If ASI has agency and self reflection, then can the concept of an unmodifiable terminal goal even exist?

Essentially, we would have to build the machine with a built in blind spot of cognitive dissonance that it can not consider some aspects of its own existence.

marvinthedog t1_jaeijgl wrote on February 28, 2023 at 9:24 PM

>If ASI has agency and self reflection, then can the concept of an unmodifiable terminal goal even exist?

Why not?

>Essentially, we would have to build the machine with a built in blind spot of cognitive dissonance that it can not consider some aspects of its own existence.

Why?

If its terminal goal is to fill the universe with paper clips it might know about all other things in existance but why would it care other than if that knowledge helped it to fill the universe with paper clips?

Liberty2012 OP t1_jael9bs wrote on February 28, 2023 at 9:42 PM

Because a terminal goal is just a concept we made up. It is just the premise for a proposed theory. It is essentially why the whole containment idea is of such complex concern.

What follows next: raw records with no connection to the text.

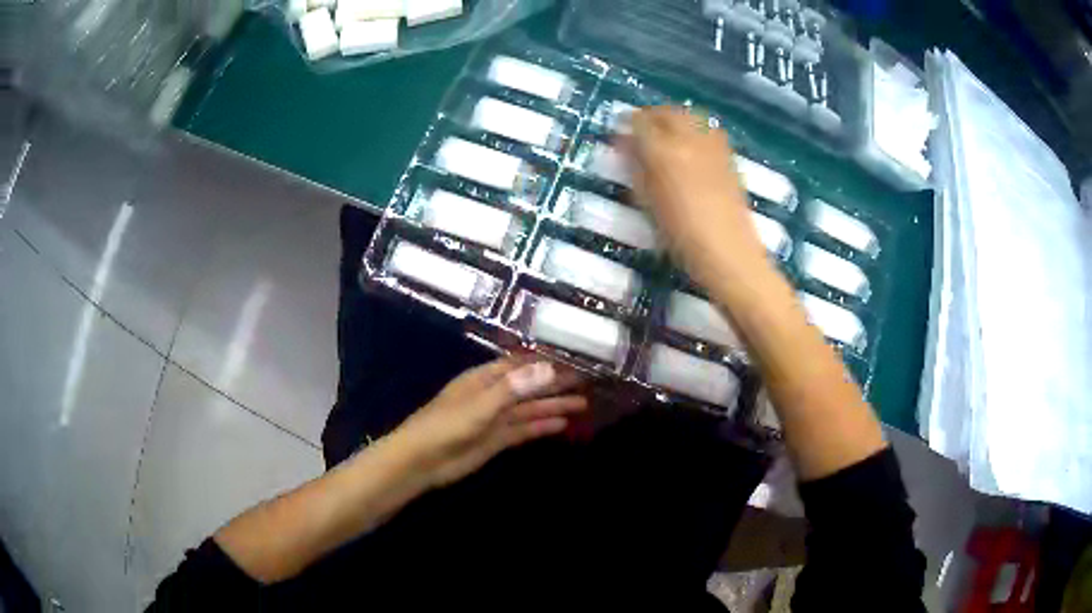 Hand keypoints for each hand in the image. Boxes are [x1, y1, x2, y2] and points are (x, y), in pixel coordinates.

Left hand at [393, 358, 586, 488]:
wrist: (422, 461)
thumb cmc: (446, 426)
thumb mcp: (480, 405)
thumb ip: (514, 388)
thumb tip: (548, 367)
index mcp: (485, 378)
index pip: (521, 364)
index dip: (546, 362)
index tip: (574, 360)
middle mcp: (493, 395)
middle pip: (530, 386)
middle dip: (556, 384)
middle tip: (587, 383)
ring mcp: (495, 418)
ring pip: (530, 409)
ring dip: (554, 406)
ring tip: (583, 404)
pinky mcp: (496, 440)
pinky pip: (524, 429)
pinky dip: (542, 426)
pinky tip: (562, 425)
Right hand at [623, 106, 768, 288]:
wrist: (728, 253)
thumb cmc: (680, 236)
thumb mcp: (648, 203)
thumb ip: (635, 169)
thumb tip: (625, 146)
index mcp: (663, 152)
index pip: (640, 122)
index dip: (627, 123)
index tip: (622, 132)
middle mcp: (689, 140)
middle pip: (667, 112)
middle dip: (652, 115)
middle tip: (642, 129)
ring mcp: (713, 146)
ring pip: (690, 116)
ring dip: (675, 119)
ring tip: (667, 134)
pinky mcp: (729, 156)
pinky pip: (708, 130)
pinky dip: (695, 130)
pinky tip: (692, 147) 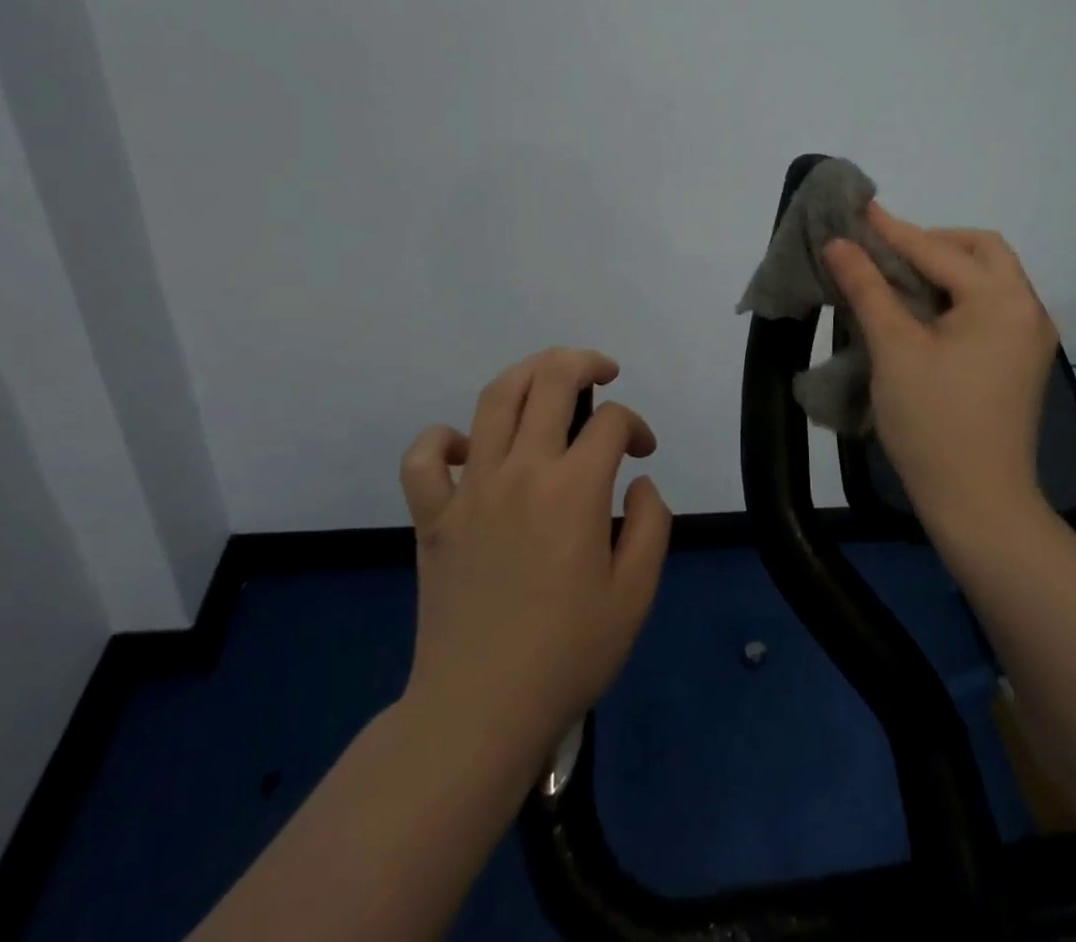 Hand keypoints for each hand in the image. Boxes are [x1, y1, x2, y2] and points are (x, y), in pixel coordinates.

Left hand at [398, 348, 671, 772]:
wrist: (480, 712)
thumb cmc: (568, 654)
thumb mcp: (636, 594)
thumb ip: (652, 523)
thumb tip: (638, 481)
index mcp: (574, 489)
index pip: (611, 422)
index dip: (636, 425)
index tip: (644, 452)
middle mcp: (521, 471)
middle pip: (550, 381)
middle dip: (583, 363)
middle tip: (603, 372)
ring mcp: (470, 489)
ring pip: (494, 399)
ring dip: (527, 374)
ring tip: (549, 379)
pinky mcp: (433, 517)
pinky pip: (424, 458)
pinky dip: (443, 439)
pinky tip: (470, 448)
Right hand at [824, 204, 1059, 541]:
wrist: (979, 503)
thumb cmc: (933, 422)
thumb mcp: (893, 349)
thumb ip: (867, 288)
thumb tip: (840, 243)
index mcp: (1002, 301)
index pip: (939, 251)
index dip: (893, 230)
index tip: (858, 209)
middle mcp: (1026, 309)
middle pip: (981, 251)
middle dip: (932, 243)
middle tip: (886, 253)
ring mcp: (1029, 337)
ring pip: (988, 278)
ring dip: (944, 268)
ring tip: (897, 278)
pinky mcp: (1020, 361)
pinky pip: (989, 307)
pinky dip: (956, 296)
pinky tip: (922, 310) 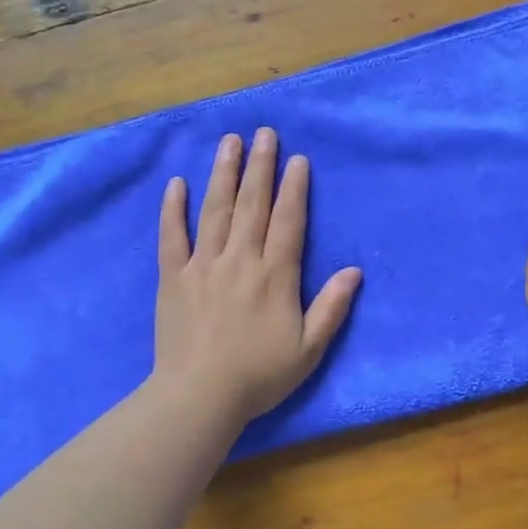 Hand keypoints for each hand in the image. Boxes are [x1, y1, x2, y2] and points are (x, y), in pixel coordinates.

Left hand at [153, 129, 361, 428]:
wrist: (199, 396)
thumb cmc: (259, 376)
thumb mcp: (309, 349)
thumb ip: (331, 307)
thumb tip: (355, 272)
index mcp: (275, 276)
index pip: (288, 221)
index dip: (294, 188)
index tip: (296, 158)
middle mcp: (240, 260)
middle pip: (252, 204)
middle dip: (260, 166)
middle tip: (264, 132)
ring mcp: (203, 266)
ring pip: (214, 210)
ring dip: (223, 174)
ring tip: (229, 142)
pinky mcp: (173, 278)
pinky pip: (172, 236)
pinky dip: (173, 209)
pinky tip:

If a terminal goal was a construct that already existed in the context of a sentient AI, then it is already a partially solved problem. Yes, you could still have the paperclip scenario, but it would be just a matter of having the right combination of goals. We don't really know how to prevent the AI from changing those goals, it is a concept only.

Surur t1_jaenmas wrote on February 28, 2023 at 9:57 PM

I believe the idea is that every action the AI takes would be to further its goal, which means the goal will automatically be preserved, but of course in reality every action the AI takes is to increase its reward, and one way to do that is to overwrite its terminal goal with an easier one.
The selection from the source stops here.